Mike Germakian, a Father of the ThunderCats – in memorium
Stories of how legends are born often become clouded in truths overlooked “in the name of the deal”, unknown details and half-facts. The beginnings of the ThunderCats property is no different. We as fans know the names of Jules Bass, Arthur Rankin and Tobin “Ted” Wolf as the producers and creator of our favourite cartoon. But there are a number of names we’re not familiar enough with. One in particular played an understated, but pivotal role in the early days of ThunderCats lore. That name is Mike Germakian.
In a search I’ve undertaken to discover the name of the artist who created this iconic art piece [shown left] I had the good fortune to come into contact with Nicole Gray (nee Germakian), daughter of Mike. What Nicole revealed will intrigue you and revise your understanding of Mike’s contribution to the birth of the ThunderCats.
At the conclusion of any episode of ThunderCats, credits role and the famous music kicks in. You’ll notice Mike Germakian is credited for “secondary” character designs. But this was a colossal understatement.
Prior to any mention of the ThunderCats, in the late 70s and early 80s Mike worked with Stan Weston, of GI Joe fame. They formed a company called Leisure Concepts which pitched toy and cartoon ideas to various companies. The company owned and licensed their ideas and partnered with companies like Rankin Bass. Stan Weston was the “deal maker” focusing on the sales side and initial concepts and Mike the “creative guy” brought life to the concepts and articulated visually to tantalize toy executives and production companies.

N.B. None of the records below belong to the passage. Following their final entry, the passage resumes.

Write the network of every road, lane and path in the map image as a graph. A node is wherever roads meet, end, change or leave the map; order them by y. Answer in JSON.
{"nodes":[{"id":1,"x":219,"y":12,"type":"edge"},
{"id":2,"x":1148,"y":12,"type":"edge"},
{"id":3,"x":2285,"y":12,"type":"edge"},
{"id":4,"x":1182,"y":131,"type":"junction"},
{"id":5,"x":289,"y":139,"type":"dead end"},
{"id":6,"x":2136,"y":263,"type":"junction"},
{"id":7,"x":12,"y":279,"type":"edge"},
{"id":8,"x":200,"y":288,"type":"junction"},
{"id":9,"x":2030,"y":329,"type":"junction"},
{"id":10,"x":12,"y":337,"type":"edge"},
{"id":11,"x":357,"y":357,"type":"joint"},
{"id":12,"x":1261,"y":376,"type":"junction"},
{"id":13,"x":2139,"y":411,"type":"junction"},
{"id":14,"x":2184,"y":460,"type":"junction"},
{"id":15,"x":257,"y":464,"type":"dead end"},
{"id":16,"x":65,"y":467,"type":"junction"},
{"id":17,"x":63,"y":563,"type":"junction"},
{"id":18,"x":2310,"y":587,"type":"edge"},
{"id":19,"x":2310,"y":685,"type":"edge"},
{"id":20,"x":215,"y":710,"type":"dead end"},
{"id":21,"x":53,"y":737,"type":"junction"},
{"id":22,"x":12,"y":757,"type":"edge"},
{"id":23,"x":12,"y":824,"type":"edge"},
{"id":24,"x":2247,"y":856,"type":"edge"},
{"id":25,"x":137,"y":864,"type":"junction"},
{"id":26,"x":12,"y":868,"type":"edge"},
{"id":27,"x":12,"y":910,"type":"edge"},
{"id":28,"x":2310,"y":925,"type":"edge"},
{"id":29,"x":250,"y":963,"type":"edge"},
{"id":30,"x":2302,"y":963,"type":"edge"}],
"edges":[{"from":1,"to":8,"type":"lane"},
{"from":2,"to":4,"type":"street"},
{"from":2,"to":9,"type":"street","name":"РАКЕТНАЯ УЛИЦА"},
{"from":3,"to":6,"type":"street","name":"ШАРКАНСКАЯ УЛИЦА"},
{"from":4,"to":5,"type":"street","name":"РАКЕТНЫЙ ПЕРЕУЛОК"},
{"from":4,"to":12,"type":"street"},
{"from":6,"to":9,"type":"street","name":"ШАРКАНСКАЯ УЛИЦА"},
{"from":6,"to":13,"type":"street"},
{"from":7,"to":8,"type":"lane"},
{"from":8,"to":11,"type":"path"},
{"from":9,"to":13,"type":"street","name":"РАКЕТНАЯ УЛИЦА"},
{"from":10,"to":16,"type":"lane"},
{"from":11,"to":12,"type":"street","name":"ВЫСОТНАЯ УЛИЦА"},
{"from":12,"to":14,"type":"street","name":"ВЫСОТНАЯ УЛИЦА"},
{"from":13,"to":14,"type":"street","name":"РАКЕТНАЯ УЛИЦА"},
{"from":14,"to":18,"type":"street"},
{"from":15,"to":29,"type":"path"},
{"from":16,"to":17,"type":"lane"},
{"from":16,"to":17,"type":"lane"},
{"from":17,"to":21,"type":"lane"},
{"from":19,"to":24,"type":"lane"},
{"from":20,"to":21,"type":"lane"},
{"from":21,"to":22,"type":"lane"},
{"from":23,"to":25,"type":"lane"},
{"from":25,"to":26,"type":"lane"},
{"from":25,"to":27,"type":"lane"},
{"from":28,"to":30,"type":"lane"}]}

When Ted Wolf talked to Jules Bass about his idea for a show about part human/part cat people, the idea was shared with Stan Weston and Leisure Concepts was engaged to further develop. This work fell to Mike, who by all rights would more correctly have been called the Lead Conceptual and Design artist for the initial development of show ideas. While many of Mike’s conceptual ideas were changed later in the development stages he was responsible for much of the primary creation of the T-Cats including their names and descriptions of their super powers. Most significantly he developed the first conceptual drawings of the characters and their weapons as well as establishing a rough cut “power- profile” for each.
Much of what Mike created has been lost, destroyed or is slowly fading away in a Warner Brothers storage lot somewhere. But Nicole and Mike’s wife Alice recollect the numerous times Mike would blast down the stairs from his loft-style studio at their home in New Jersey to show off his work; in particular they recall his labors over the latest renditions of ThunderCat designs. Alice and Nicole recall in fact his design of the iconic semi-realistic art piece which is now printed across 80% or more of the ThunderCats merchandise and print materials as well as his development of the logo. Mike, a master at logo development, approached logo work using a favorite truism of his… “Keep it simple.”
As an artist, Mike worked with a wide range of styles and components. He was a masterful illustrator and graphic designer, but as a hobbyist toiled with oils, watercolors, etching and ceramic pottery-making. He even employed unique textures as seen in his use of metal nails (pictured on this page) in “The Fish.” Instinctively he tended toward strong primary colors and was heavily influenced by the great artist Picasso. His oil (seen on this page) entitled “War Hero” reflects this influence and features the unique usage of burlap depicting bandages and creating a distinctive 3D effect.
Though more than one hand was in the pot as ThunderCats the concept morphed into ThunderCats the cartoon series, there can be no doubt Mike played a key role in the character design and development of the main ThunderCats characters.
Though it can’t be confirmed with absolute certainty, I believe as Alice and Nicole recall, that Mike was central in the creation of the famous promo piece. It seems likely that he created the layout for the piece and then artists in Japan did the final rendering. From everything we’ve seen Mike was a highly-skilled cartoonist, illustrator and concept artist. He could easily have been a commercial success flying solo as an artist; though he chose the unique path of working with his friend and colleague Stan Weston on licensing rights for the characters/concepts they established and Mike drew life into. You’d struggle to find any other artist in the cartoon business who has pulled this off.
Sadly, Mike Germakian passed away at age 74, on October 22, 2001. He is survived by his three children, Victor, Nicole and Margo and his lovely wife Alice. In life, Mike was a charmer and a sportsman. He was a natural athlete; loved volleyball, softball and golf among other sports. His membership in several local softball leagues kept him playing with guys less than half his age and lasted well into his sixties. His magnetic personality and great sense of humor gifted him in life with a richness of friendship and close adoring family ties. Mike was one of those rare people who toiled where his passions lied and truly loved his work; his love of children and his passion for art made his life in the toy industry a lucky win for a talented and good man. He was an alumnus of the School of Visual Arts, returning there to instruct evening classes. Mike continued his work as an artist until his final days. Appropriately we close this dedication to Mike with another of his favorite axioms about life, “Things are not what they seem.”